#### Dataset items:

....

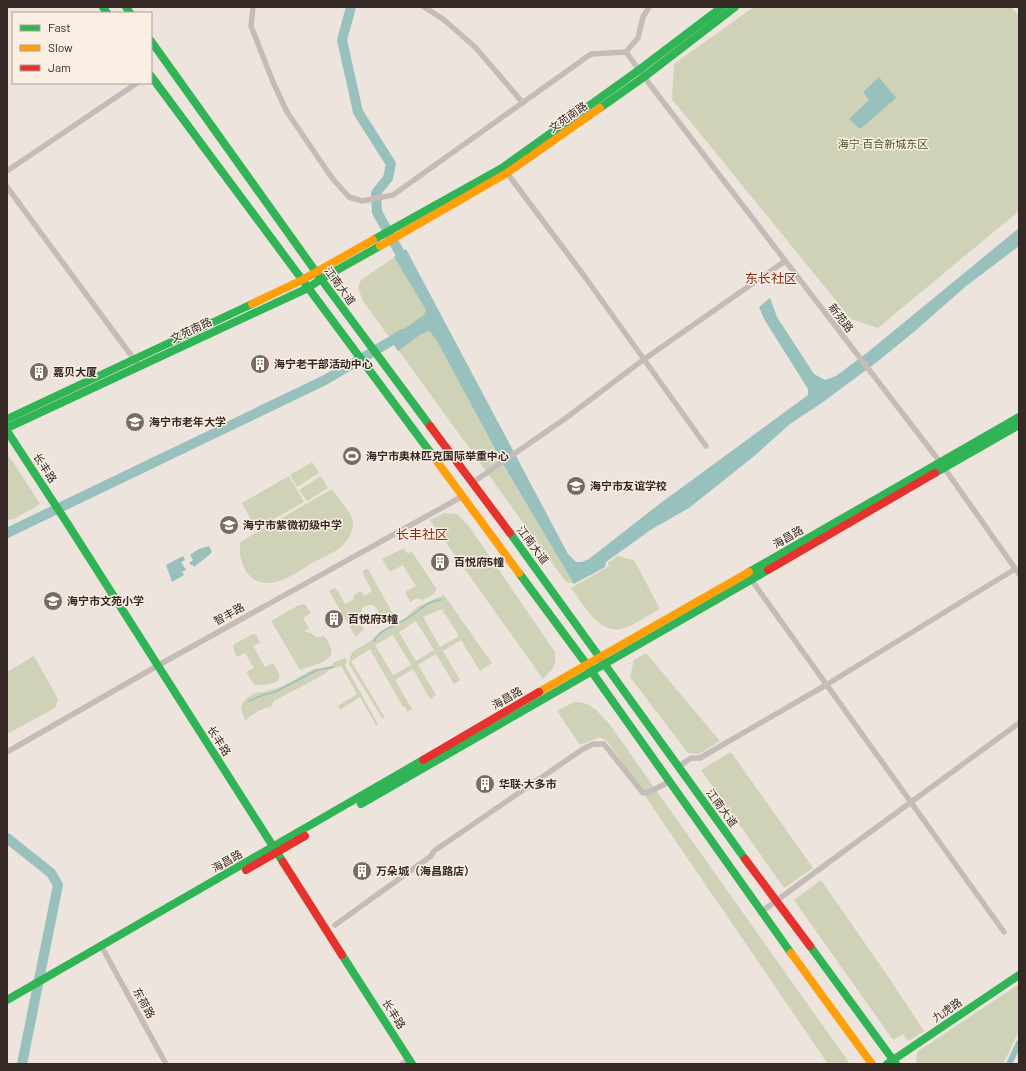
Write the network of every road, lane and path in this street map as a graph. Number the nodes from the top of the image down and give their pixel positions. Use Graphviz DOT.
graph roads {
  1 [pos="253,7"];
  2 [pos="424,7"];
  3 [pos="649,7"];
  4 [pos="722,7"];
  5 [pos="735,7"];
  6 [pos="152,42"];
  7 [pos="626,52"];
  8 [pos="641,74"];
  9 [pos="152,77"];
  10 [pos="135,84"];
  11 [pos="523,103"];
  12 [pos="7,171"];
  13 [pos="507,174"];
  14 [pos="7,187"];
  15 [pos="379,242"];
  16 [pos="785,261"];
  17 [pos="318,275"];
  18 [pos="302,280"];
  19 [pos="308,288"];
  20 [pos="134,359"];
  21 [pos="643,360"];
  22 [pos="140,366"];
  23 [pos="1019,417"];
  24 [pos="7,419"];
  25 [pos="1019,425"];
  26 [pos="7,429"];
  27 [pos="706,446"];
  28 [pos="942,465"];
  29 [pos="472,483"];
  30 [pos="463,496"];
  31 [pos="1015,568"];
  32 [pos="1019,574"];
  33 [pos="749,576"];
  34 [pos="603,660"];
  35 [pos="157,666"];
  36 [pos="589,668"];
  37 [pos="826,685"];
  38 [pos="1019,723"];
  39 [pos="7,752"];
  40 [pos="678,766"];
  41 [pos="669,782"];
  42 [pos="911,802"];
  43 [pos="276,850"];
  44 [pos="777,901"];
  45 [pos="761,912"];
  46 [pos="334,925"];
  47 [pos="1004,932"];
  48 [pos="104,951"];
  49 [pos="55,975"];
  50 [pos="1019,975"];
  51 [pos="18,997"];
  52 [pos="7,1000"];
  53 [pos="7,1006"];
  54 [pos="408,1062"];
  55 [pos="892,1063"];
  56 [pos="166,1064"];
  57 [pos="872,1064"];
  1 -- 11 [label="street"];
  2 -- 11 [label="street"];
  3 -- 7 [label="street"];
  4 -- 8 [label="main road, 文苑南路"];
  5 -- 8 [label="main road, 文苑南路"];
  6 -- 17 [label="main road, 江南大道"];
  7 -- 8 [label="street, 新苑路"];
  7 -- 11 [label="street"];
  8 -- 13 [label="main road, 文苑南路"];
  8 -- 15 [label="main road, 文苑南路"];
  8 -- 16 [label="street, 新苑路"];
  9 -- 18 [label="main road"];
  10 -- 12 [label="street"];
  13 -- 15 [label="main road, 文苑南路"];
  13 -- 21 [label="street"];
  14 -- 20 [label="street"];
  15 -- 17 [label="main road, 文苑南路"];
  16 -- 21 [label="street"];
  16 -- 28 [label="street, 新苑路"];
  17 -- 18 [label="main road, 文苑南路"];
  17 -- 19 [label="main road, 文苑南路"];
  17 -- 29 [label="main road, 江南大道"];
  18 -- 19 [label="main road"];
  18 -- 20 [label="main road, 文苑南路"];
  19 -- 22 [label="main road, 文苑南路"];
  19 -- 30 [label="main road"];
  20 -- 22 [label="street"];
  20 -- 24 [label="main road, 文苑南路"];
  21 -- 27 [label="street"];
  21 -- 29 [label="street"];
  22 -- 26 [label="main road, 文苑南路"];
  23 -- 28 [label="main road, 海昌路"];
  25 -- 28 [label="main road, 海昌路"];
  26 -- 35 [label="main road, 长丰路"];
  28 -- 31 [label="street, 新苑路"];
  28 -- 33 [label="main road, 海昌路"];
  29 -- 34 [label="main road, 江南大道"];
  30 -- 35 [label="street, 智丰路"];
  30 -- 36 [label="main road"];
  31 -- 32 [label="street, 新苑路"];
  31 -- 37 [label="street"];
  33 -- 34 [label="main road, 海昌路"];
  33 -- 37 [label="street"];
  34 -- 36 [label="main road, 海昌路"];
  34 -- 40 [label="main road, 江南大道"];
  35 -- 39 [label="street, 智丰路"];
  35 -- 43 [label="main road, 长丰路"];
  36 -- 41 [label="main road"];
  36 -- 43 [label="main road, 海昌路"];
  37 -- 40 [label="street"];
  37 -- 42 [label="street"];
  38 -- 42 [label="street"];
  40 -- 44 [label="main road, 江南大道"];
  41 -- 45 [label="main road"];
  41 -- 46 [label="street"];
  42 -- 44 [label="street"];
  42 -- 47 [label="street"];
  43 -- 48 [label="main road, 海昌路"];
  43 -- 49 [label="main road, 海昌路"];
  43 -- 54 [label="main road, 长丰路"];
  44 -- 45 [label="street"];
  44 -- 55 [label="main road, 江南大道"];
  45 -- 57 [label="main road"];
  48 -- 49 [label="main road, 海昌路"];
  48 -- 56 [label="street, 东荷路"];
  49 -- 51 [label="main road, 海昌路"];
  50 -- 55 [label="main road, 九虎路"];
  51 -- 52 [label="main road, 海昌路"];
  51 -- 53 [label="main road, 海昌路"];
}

....

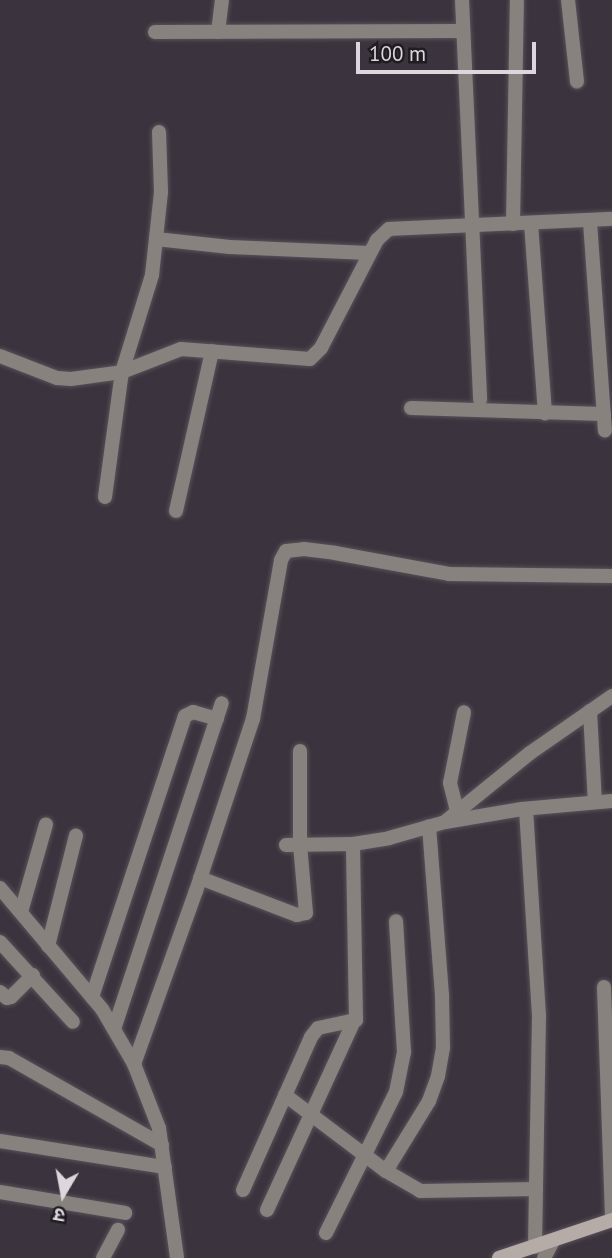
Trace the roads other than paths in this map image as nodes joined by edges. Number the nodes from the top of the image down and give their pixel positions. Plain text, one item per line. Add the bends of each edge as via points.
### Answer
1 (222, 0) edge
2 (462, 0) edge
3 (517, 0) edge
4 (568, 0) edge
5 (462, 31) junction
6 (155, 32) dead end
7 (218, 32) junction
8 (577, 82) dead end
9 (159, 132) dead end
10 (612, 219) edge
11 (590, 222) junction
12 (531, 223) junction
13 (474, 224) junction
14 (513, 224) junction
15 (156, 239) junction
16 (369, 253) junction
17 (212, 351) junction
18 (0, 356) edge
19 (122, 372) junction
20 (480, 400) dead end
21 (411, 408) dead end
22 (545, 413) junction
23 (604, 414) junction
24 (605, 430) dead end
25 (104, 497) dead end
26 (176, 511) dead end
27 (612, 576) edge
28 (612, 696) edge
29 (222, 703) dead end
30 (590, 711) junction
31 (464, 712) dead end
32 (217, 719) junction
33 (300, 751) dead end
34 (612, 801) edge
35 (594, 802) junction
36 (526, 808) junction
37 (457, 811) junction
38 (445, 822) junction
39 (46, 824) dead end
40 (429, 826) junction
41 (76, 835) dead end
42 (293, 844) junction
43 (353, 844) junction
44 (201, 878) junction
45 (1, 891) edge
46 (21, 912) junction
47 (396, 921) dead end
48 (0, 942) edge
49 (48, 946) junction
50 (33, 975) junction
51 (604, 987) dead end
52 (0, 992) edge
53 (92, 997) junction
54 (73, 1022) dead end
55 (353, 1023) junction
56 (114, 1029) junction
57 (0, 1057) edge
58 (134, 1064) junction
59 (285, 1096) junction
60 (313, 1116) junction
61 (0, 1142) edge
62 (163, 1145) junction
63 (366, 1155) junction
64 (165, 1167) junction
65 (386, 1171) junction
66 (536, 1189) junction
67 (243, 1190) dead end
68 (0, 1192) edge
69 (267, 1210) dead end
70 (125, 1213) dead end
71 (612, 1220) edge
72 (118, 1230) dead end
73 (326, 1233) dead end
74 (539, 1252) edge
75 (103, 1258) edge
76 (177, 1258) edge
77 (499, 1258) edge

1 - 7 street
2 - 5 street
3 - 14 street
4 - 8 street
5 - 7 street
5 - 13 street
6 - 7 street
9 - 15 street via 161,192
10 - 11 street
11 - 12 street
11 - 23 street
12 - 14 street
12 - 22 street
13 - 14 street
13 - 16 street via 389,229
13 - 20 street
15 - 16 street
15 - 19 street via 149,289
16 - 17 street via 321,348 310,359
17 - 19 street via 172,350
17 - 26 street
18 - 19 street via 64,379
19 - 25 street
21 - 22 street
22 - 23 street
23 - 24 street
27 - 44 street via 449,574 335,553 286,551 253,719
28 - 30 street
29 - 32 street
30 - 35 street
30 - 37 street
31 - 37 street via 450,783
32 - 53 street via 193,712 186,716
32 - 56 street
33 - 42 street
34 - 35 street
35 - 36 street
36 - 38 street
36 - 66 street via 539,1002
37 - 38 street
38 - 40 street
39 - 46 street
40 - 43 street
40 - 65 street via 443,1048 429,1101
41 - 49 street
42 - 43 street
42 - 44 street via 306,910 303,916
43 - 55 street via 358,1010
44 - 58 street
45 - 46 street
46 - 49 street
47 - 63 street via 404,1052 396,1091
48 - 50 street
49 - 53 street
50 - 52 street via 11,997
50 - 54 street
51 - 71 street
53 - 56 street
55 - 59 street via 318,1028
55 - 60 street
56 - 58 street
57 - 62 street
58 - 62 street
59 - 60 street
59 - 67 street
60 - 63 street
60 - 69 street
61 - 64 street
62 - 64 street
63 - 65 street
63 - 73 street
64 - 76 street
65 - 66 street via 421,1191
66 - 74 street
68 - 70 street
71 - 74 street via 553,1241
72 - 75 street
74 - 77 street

....

#### Exercise:
Check every line of the data above for the string "roads", and copy those that have it.

#### Task output:
graph roads {
Trace the roads other than paths in this map image as nodes joined by edges. Number the nodes from the top of the image down and give their pixel positions. Plain text, one item per line. Add the bends of each edge as via points.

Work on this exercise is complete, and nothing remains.